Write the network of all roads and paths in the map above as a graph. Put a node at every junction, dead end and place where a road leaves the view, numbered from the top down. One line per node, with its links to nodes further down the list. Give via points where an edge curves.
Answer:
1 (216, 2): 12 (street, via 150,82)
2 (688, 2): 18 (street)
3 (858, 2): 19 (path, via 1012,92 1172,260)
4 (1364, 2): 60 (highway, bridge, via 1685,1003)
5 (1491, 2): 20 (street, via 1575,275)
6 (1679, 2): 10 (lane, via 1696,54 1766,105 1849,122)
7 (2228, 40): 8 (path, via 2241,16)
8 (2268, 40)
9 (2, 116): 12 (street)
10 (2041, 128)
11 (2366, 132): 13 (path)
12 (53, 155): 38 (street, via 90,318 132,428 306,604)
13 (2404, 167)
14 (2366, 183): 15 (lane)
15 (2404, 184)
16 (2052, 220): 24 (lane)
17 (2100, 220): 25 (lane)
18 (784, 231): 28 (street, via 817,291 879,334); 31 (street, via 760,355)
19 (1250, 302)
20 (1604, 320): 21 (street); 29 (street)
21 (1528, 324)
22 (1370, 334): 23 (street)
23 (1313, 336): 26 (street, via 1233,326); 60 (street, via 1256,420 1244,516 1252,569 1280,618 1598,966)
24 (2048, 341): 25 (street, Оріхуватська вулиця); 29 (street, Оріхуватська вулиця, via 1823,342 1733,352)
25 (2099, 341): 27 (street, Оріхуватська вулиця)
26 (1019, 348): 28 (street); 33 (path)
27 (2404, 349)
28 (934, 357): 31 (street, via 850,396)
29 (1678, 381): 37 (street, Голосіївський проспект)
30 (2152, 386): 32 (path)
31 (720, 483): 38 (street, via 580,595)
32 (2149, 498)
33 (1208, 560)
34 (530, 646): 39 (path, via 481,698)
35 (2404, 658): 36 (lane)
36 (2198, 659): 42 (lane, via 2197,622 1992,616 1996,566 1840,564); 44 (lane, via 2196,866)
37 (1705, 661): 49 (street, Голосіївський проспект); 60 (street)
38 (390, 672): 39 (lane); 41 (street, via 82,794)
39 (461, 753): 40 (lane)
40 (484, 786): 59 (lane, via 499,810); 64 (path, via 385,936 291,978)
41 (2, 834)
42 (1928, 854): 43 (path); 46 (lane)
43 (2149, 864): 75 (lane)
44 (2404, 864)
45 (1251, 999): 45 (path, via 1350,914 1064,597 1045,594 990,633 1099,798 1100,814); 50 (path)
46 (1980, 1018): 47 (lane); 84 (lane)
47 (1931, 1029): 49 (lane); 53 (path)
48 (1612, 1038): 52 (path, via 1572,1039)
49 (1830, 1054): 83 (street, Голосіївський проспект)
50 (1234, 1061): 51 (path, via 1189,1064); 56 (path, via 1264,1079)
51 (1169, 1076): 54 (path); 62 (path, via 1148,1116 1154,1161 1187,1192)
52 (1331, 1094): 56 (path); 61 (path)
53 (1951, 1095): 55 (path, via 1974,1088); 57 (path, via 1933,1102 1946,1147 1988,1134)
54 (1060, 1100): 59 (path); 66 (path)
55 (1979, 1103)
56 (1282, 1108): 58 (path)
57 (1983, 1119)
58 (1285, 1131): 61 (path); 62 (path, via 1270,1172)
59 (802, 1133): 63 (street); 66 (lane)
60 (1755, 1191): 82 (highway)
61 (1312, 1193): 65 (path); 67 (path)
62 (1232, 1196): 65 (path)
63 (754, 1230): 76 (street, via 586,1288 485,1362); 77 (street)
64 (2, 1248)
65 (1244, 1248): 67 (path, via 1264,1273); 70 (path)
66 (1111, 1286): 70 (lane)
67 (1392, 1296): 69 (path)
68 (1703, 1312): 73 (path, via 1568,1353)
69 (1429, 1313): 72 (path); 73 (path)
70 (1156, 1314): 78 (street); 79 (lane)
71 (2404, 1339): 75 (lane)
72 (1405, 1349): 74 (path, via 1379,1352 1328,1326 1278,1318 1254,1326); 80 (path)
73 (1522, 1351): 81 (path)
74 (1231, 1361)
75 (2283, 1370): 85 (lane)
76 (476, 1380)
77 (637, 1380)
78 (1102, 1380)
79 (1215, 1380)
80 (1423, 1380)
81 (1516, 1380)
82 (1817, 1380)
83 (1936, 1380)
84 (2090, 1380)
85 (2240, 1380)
· · ·
__EXERCISE__. Each line of the listing must be transcribed precisely as it appears.

__SOLUTION__.
Write the network of all roads and paths in the map above as a graph. Put a node at every junction, dead end and place where a road leaves the view, numbered from the top down. One line per node, with its links to nodes further down the list. Give via points where an edge curves.
Answer:
1 (216, 2): 12 (street, via 150,82)
2 (688, 2): 18 (street)
3 (858, 2): 19 (path, via 1012,92 1172,260)
4 (1364, 2): 60 (highway, bridge, via 1685,1003)
5 (1491, 2): 20 (street, via 1575,275)
6 (1679, 2): 10 (lane, via 1696,54 1766,105 1849,122)
7 (2228, 40): 8 (path, via 2241,16)
8 (2268, 40)
9 (2, 116): 12 (street)
10 (2041, 128)
11 (2366, 132): 13 (path)
12 (53, 155): 38 (street, via 90,318 132,428 306,604)
13 (2404, 167)
14 (2366, 183): 15 (lane)
15 (2404, 184)
16 (2052, 220): 24 (lane)
17 (2100, 220): 25 (lane)
18 (784, 231): 28 (street, via 817,291 879,334); 31 (street, via 760,355)
19 (1250, 302)
20 (1604, 320): 21 (street); 29 (street)
21 (1528, 324)
22 (1370, 334): 23 (street)
23 (1313, 336): 26 (street, via 1233,326); 60 (street, via 1256,420 1244,516 1252,569 1280,618 1598,966)
24 (2048, 341): 25 (street, Оріхуватська вулиця); 29 (street, Оріхуватська вулиця, via 1823,342 1733,352)
25 (2099, 341): 27 (street, Оріхуватська вулиця)
26 (1019, 348): 28 (street); 33 (path)
27 (2404, 349)
28 (934, 357): 31 (street, via 850,396)
29 (1678, 381): 37 (street, Голосіївський проспект)
30 (2152, 386): 32 (path)
31 (720, 483): 38 (street, via 580,595)
32 (2149, 498)
33 (1208, 560)
34 (530, 646): 39 (path, via 481,698)
35 (2404, 658): 36 (lane)
36 (2198, 659): 42 (lane, via 2197,622 1992,616 1996,566 1840,564); 44 (lane, via 2196,866)
37 (1705, 661): 49 (street, Голосіївський проспект); 60 (street)
38 (390, 672): 39 (lane); 41 (street, via 82,794)
39 (461, 753): 40 (lane)
40 (484, 786): 59 (lane, via 499,810); 64 (path, via 385,936 291,978)
41 (2, 834)
42 (1928, 854): 43 (path); 46 (lane)
43 (2149, 864): 75 (lane)
44 (2404, 864)
45 (1251, 999): 45 (path, via 1350,914 1064,597 1045,594 990,633 1099,798 1100,814); 50 (path)
46 (1980, 1018): 47 (lane); 84 (lane)
47 (1931, 1029): 49 (lane); 53 (path)
48 (1612, 1038): 52 (path, via 1572,1039)
49 (1830, 1054): 83 (street, Голосіївський проспект)
50 (1234, 1061): 51 (path, via 1189,1064); 56 (path, via 1264,1079)
51 (1169, 1076): 54 (path); 62 (path, via 1148,1116 1154,1161 1187,1192)
52 (1331, 1094): 56 (path); 61 (path)
53 (1951, 1095): 55 (path, via 1974,1088); 57 (path, via 1933,1102 1946,1147 1988,1134)
54 (1060, 1100): 59 (path); 66 (path)
55 (1979, 1103)
56 (1282, 1108): 58 (path)
57 (1983, 1119)
58 (1285, 1131): 61 (path); 62 (path, via 1270,1172)
59 (802, 1133): 63 (street); 66 (lane)
60 (1755, 1191): 82 (highway)
61 (1312, 1193): 65 (path); 67 (path)
62 (1232, 1196): 65 (path)
63 (754, 1230): 76 (street, via 586,1288 485,1362); 77 (street)
64 (2, 1248)
65 (1244, 1248): 67 (path, via 1264,1273); 70 (path)
66 (1111, 1286): 70 (lane)
67 (1392, 1296): 69 (path)
68 (1703, 1312): 73 (path, via 1568,1353)
69 (1429, 1313): 72 (path); 73 (path)
70 (1156, 1314): 78 (street); 79 (lane)
71 (2404, 1339): 75 (lane)
72 (1405, 1349): 74 (path, via 1379,1352 1328,1326 1278,1318 1254,1326); 80 (path)
73 (1522, 1351): 81 (path)
74 (1231, 1361)
75 (2283, 1370): 85 (lane)
76 (476, 1380)
77 (637, 1380)
78 (1102, 1380)
79 (1215, 1380)
80 (1423, 1380)
81 (1516, 1380)
82 (1817, 1380)
83 (1936, 1380)
84 (2090, 1380)
85 (2240, 1380)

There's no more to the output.